Glossar

ACT
Activated Clotting Time – ein Test, der bestimmt, wie viele Sekunden das Blut benötigt, um zu gerinnen.

ARDS – Acute Respiratory Distress Syndrome
Die Lungenfunktion ist zum Teil oder komplett beeinträchtigt. Die Oxygenierung ist fast nicht möglich oder unmöglich, hingegen ist der Abbau von Kohlendioxid größtenteils nicht betroffen. Drei Viertel aller ARDS-Fälle kann man einer Sepsis, multiplen Wunden, Pneumonie oder der Ausatmung zuschreiben.

BIOLINE Coating
Eine Heparinbeschichtung, der den Oberflächen des Einwegartikels, die in Kontakt mit Blut sind, eine optimale Biokompatibilität verleiht.

COPD – Chronique Obstructive Pulmonary Disease
Chronisch obstruktive Lungenerkrankung, v. a. gekennzeichnet durch die Behinderung der Ausatmung.
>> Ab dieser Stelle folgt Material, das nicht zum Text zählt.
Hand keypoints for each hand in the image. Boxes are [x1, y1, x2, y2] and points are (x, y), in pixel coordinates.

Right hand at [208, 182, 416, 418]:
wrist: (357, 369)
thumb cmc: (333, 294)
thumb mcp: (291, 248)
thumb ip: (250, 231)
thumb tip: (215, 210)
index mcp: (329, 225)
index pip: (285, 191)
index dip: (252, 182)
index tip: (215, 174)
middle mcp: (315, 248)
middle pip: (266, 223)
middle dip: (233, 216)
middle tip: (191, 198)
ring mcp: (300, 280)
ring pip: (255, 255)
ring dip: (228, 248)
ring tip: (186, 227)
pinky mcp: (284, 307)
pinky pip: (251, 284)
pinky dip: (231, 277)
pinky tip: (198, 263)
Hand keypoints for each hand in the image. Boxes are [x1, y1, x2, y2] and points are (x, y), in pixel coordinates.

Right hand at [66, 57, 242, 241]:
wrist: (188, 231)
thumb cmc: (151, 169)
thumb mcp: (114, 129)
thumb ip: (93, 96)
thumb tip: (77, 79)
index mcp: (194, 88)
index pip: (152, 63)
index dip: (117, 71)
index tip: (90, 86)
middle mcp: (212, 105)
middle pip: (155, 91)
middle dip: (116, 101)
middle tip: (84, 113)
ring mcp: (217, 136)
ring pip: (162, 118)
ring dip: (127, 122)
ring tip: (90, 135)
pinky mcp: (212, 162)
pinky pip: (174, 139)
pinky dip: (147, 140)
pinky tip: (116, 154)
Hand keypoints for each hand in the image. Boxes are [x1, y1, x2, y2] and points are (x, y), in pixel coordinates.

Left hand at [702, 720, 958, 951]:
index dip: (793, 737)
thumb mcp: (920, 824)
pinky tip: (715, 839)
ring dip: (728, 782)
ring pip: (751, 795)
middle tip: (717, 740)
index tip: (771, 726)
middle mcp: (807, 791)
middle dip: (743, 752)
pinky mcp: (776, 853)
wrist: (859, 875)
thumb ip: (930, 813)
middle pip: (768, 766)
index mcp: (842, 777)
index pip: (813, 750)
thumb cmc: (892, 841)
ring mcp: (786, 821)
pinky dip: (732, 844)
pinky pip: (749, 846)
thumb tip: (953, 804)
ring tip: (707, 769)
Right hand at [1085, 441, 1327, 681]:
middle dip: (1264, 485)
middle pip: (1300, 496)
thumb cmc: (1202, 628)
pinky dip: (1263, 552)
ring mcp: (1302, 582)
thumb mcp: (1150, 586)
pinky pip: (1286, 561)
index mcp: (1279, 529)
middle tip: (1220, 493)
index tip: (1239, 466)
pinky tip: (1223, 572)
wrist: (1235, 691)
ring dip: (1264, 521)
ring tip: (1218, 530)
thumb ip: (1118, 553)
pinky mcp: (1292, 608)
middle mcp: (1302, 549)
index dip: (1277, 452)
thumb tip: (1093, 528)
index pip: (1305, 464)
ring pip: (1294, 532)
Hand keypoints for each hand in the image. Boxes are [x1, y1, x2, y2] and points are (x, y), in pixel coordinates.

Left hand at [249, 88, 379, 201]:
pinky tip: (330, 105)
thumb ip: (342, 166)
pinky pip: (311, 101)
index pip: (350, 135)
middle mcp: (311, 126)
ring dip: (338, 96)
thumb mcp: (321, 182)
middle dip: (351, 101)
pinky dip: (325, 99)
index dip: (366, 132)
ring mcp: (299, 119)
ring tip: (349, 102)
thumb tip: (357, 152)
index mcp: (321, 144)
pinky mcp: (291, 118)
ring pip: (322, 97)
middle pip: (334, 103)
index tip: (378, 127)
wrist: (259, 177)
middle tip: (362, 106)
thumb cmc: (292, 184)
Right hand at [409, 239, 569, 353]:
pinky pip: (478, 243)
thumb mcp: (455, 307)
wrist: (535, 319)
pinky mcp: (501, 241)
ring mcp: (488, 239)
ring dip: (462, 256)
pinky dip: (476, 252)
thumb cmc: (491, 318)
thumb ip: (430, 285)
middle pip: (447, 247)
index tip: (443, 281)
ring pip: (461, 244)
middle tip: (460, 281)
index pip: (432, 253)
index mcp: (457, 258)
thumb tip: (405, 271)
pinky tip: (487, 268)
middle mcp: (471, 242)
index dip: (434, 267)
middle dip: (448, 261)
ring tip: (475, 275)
DEHP – Diethylhexyl-Phthalate
Diethylhexyl-Phthalat (DEHP) ist ein Weichmacher, der oft in PVC-Schläuchen verwendet wird, um sie weich und flexibel zu machen. DEHP kann durch Lösungen, die Lipide enthalten, aus dem PVC freigesetzt werden. Tierversuche haben gezeigt, dass die Aufnahme von DEHP die männliche Fruchtbarkeit verringert. Der Gebrauch von DEHP-freien Schläuchen wird für längerfristige Anwendungen mit Blut-Kontakt empfohlen.

Dekanülieren
Entfernen der Kanüle aus dem Blutgefäß.

ECC
Extrakorporaler Kreislauf.

ECLS-Pumpe (Herz-Lungen Maschine)
Die Pumpe, die den Blutfluss kontrolliert. Diese Pumpe agiert wie ein künstliches Herz.

ECLS
Extracorporeal Life Support – extrakorporale Kreislaufunterstützung.

ECMO 
ECMO ist ein spezielles Verfahren, das kranken oder verletzten Herzen oder Lungen die Möglichkeit gibt, sich zu erholen und gesund zu werden. Es beinhaltet den Gebrauch einer speziellen Herz-Lungen-Maschinen-Konfiguration für Patienten, deren Herz oder Lungen trotz aller anderer Behandlungen versagen. Die ECMO Ausrüstung fungiert als Herz (Pumpe) und Lunge (Oxygenator, der Sauerstoff bereitstellt). Es übernimmt die Arbeit dieser Organe, damit sie sich erholen und heilen können. Sind Lungen krank oder wurden verletzt, können sie keinen Sauerstoff bereitstellen und kein Kohlendioxid abbauen. Wenn das Herz krank ist, kann es das Blut nicht mehr ausreichend durch den Körper transportieren. ECMO ist vergleichbar mit einem Herz-Lungen-Bypass, wie er im Operationssaal verwendet wird. Allerdings unterstützt ECMO Patienten über längere Zeitspannen. Ist der Patient auf einen ECMO gesetzt, ersetzt der extrakorporale Kreislauf die Arbeit der Lungen und/oder des Herzens. Durch Oxygenierung und Beatmung (Abbau von Kohlendioxid) können sich Herz oder Lungen erholen.

Femorale Kanülierung
Einführen einer Kanüle in die Femoralgefäße der Leiste.

Fluss
Blutmenge, die in einem Kreislauf fließt. Diese wird mit den Werten Liter (l/min) oder Milliliter (ml/min) pro Minute angegeben.

FR
French ist der Maßstab, mit dem der äußere Durchmesser einer Kanüle beziffert wird. Der Durchmesser der Kanüle (in Millimetern) wird bestimmt, indem die French-Größe durch drei geteilt wird. Folglich entspricht eine zunehmende French-Größe einer Kanüle mit einem größeren Durchmesser.

HLW
Herz-Lungen-Wiederbelebung, auch cardiopulmonale Reanimation (CPR) genannt.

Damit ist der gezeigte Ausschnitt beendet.